But now the tables are turned, and there is no such allowance for the people of the South, who were under duress while the conspirators were establishing an absolute usurpation over them by military force, and the leading men in the administration going out and that coming in, at Washington, were both united in a negotiation with that usurpation to acknowledge “peace and amity” with it, as the result of a “manifest and accomplished revolution in the government of the union,” and this confirmed by the promise of the Premier that the strongholds of the United States in the harbor of Charleston should be surrendered to that usurping Government. The men who stood by the union in the south until the whole region was given over by the Government bound to protect them, but which,instead of interfering in their behalf, was capitulating for their surrender, had no alternative when thus permitted to be environed within the military lines of the foe, which expelled everything union beyond their border, but submission. What right has the national government now to hold those men subject to penalties for acquiescing in their enforced condition, and yielding to the will of the state governments and the military power thus established, and going into the war, more than the United States had to hold the men of Maine liable to punishment for giving aid and comfort to the British army there in the war of 1812? The districts there found no difficulty after the war was over in getting a representation in Congress. There was no test oaths imposed to exclude them. Why should the conspiracy of the Calhoun junto bring greater punishment on its innocent victims than did that of the Essex junto and its Hartford convention? The scheme of each was equally criminal — a dissolution of the union — but the means of the latter were much more invidious, for a foreign force was introduced into the heart of the country, hostile to all the essential principles of our republican system.

And is there no atonement in the calamities with which the unfortunate masses of the south have been visited from the despotism of the usurpation which would never have been put over them had not the treachery and collusion of our national Government assisted?

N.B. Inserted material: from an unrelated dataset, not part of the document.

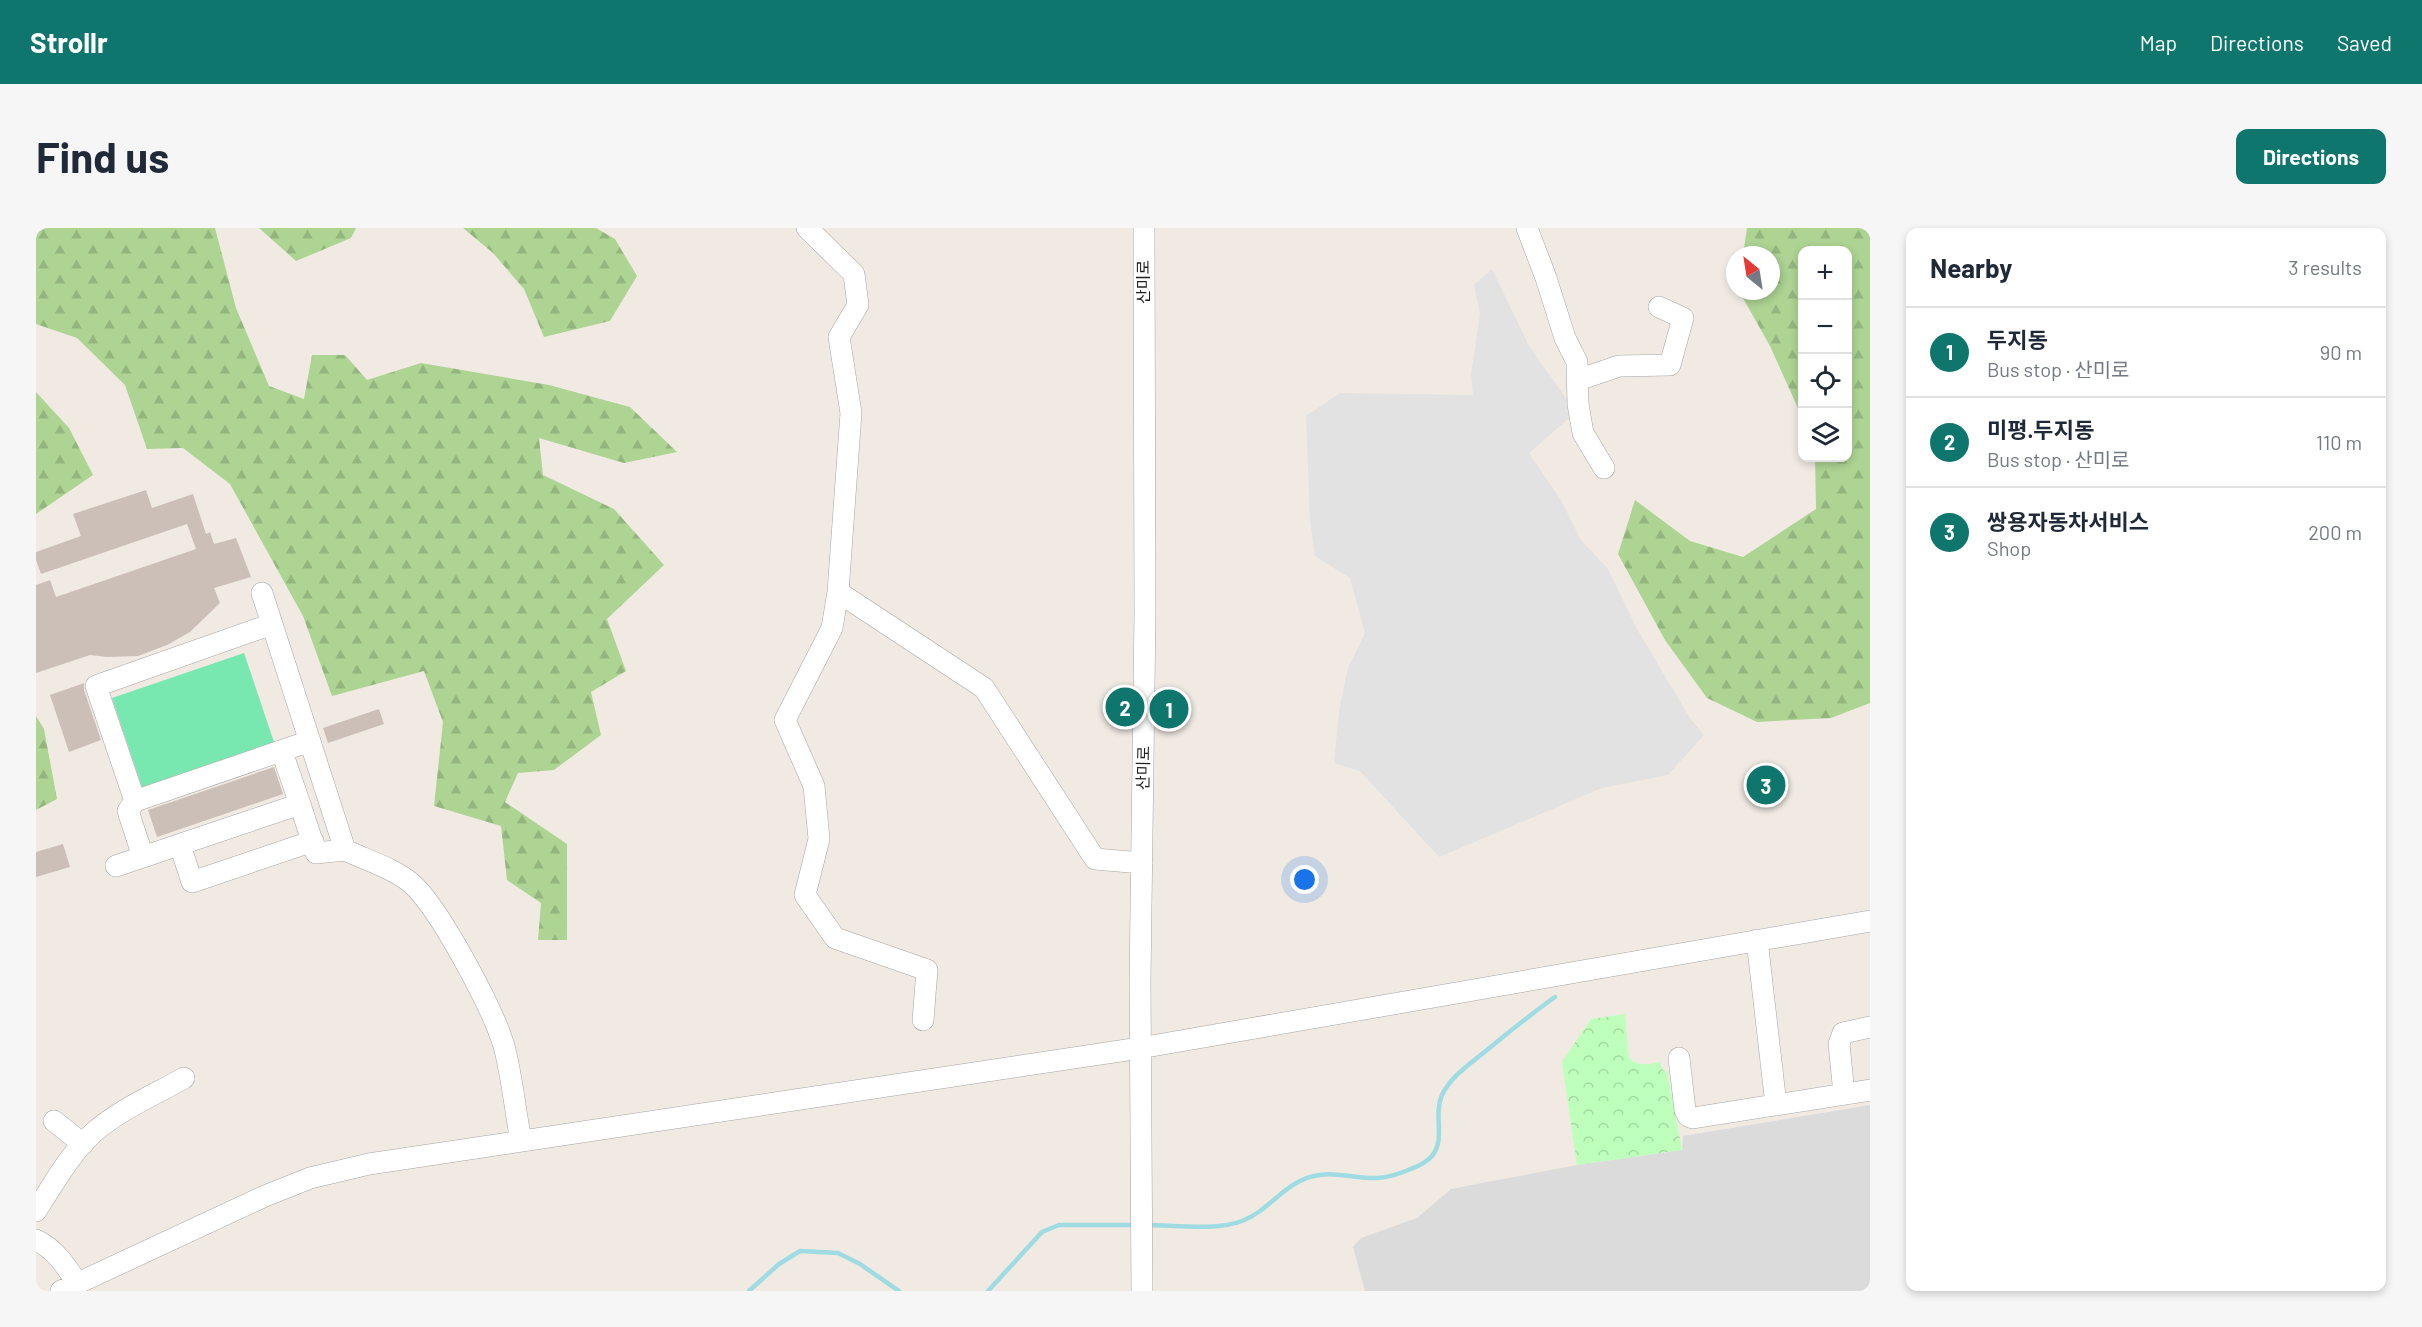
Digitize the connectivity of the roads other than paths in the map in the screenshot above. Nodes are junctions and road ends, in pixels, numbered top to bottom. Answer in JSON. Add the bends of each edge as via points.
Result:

Nothing in the utter ruin which succeeded the invasion of our army, which necessity made destroyers, to plead for justice and generosity to the victims of a war guiltless of its provocation? The whole South has been a field of battle — all its agriculture has been to a great extent, prostrate for four years; towns and homesteads innumerable have been swept away in flames; half a million of its most vigorous youth have perished in battle; countless millions of money, invested in the means of production, have been lost, and its proudest cities are ruins. Charleston remains, like the ruins of Carthage of old, an appropriate monument of the perfidy which has sunk the Sunny South in darkness and desolation. Meantime the North has risen in increasing grandeur and wealth throughout the progress of the war. What hearts those men must have, who standing aloof from the war and enjoying the glory and blessings of the victories won by our gallant armies, without sharing their toils and perils, now instead of imitating the soldiers’ magnanimity in lifting up a fallen brother, would strike down the helpless; and who demand spoil, confiscation, more blood, and would have it shed on a scaffold, where they could enjoy the tragedy at ease, as in a theatre.

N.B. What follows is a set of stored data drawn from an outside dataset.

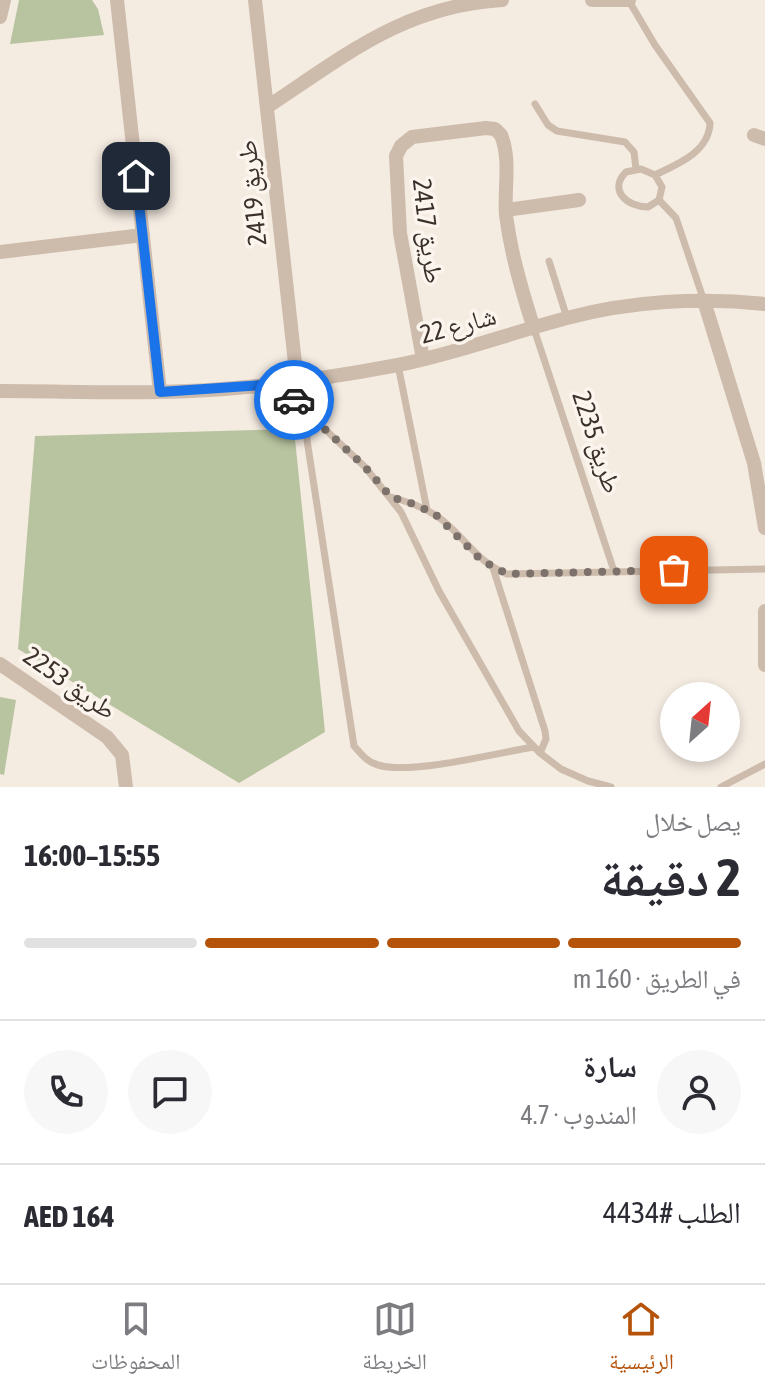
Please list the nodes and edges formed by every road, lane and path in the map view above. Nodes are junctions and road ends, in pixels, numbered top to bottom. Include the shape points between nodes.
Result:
1 (4, 0) edge
2 (117, 0) edge
3 (255, 0) edge
4 (502, 0) edge
5 (592, 0) edge
6 (629, 0) edge
7 (0, 17) edge
8 (535, 104) dead end
9 (267, 107) junction
10 (636, 169) junction
11 (655, 175) junction
12 (579, 200) dead end
13 (659, 200) junction
14 (506, 210) junction
15 (143, 235) junction
16 (0, 252) edge
17 (549, 261) dead end
18 (704, 301) junction
19 (765, 304) edge
20 (567, 318) junction
21 (534, 329) junction
22 (423, 359) junction
23 (398, 365) junction
24 (297, 381) junction
25 (277, 384) junction
26 (0, 391) edge
27 (160, 392) junction
28 (316, 420) junction
29 (759, 462) edge
30 (391, 497) junction
31 (427, 510) junction
32 (765, 528) edge
33 (493, 568) junction
34 (765, 569) edge
35 (614, 571) junction
36 (765, 611) edge
37 (0, 664) edge
38 (765, 665) edge
39 (537, 750) junction
40 (765, 764) edge
41 (126, 787) edge
42 (611, 787) edge
43 (721, 787) edge

1 - 7 street
2 - 15 street
3 - 9 street, طريق 2419
4 - 9 street via 453,5 411,19
5 - 6 street
6 - 11 lane via 710,123 705,144
8 - 10 lane via 557,131 629,144
9 - 24 street, طريق 2419
10 - 11 lane
10 - 13 lane via 621,176 620,195 641,207
11 - 13 lane via 662,187
12 - 14 street
13 - 18 lane via 676,218
14 - 21 street, طريق 2417 via 513,259
14 - 22 street, طريق 2417 via 504,143 495,129 419,135 398,151 400,233
15 - 16 street
15 - 27 street
17 - 20 lane
18 - 19 street, شارع 22
18 - 20 street, شارع 22 via 639,305
18 - 29 street
20 - 21 street, شارع 22
21 - 22 street, شارع 22
21 - 35 lane, طريق 2235
22 - 23 street, شارع 22
23 - 24 street, شارع 22
23 - 31 lane
24 - 25 street, شارع 22
25 - 27 street, شارع 22
25 - 28 lane
26 - 27 street, شارع 22
28 - 30 lane
28 - 39 lane via 307,440 354,746 376,765 394,767
29 - 32 street
30 - 31 lane
30 - 39 lane via 484,673 519,731
31 - 33 lane
33 - 35 lane via 507,574
33 - 39 lane via 545,731 546,739
34 - 35 lane
36 - 38 street
37 - 41 street, طريق 2253 via 107,737 122,755
39 - 42 lane via 561,769
40 - 43 lane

How differently felt that true friend of the union — President Lincoln! — His humane instincts taught him that the bleeding gashes made by the sword, which had severed for the time the affections of the country, were best cured when soonest bound and healed with the first intention. He looked upon the States as members of the same body, still united to it by all the indestructible ligatures of the Constitution, but suffering, under the weight of the usurpation, a suspended animation. That removed, the states were in a condition to resume their functions with all the rights and faculties imparted to them by the Constitution. When the military power had done its duty delegated by the supreme law, and had suppressed the insurrection, had extirpated its cause, and all impediments to their normal prescribed action, by what right did Congress interpose assume to prescribe conditions not to be found in the supreme law which was a law of congress itself, and which established the state rights in derogation of which Congress attempted to legislate?

It was upon this attempt that Lincoln put his veto [Presumably the “pocket veto” of the Wade-Davis plan]. Congress undertook to enact conditions not in the Constitution of the United States, upon which the southern states should act with their sisters of the North. This the president considered sheer arrogation. It was presuming that the States were dead; that the general Government had failed in its duty to suppress the conspiracy and insurrection under which they were compelled to succumb for a time, the States had committed suicide — had become mere outlying territories conquered from a foreign enemy. The whole pretext was built up of false assumptions. The President proclaimed that the war was waged by the nation on the principle that the states in which the rebellion reigned were parcel of the nation — could nor should not be separated from it by their own or any other power; that neither the Congress of the United States, nor that of the usurping Confederacy, could alter their status in the union. Upon this issue, elaborately argued over the country and in Congress, the President was nominated for re-election by the Republican convention at Baltimore, which reaffirmed his principles. Leading members of the party in Congress protested against the doctrine, called it in question in an able manifesto, which was an appeal to the people against it, but their vote ratified it at the polls. [by re-electing Lincoln? It’s not as if there had been a stricter Reconstruction option for them to choose.] It was brought up at the last session of Congress for practical application in the admission of Louisiana, and was only defeated by a sort of revolutionary tactics on the part of Mr. Sumner and five other senators, who when the bill was on its passage, took the floor and announced the determination to speak out the session and lose the bills necessary to support the government and carry on the war.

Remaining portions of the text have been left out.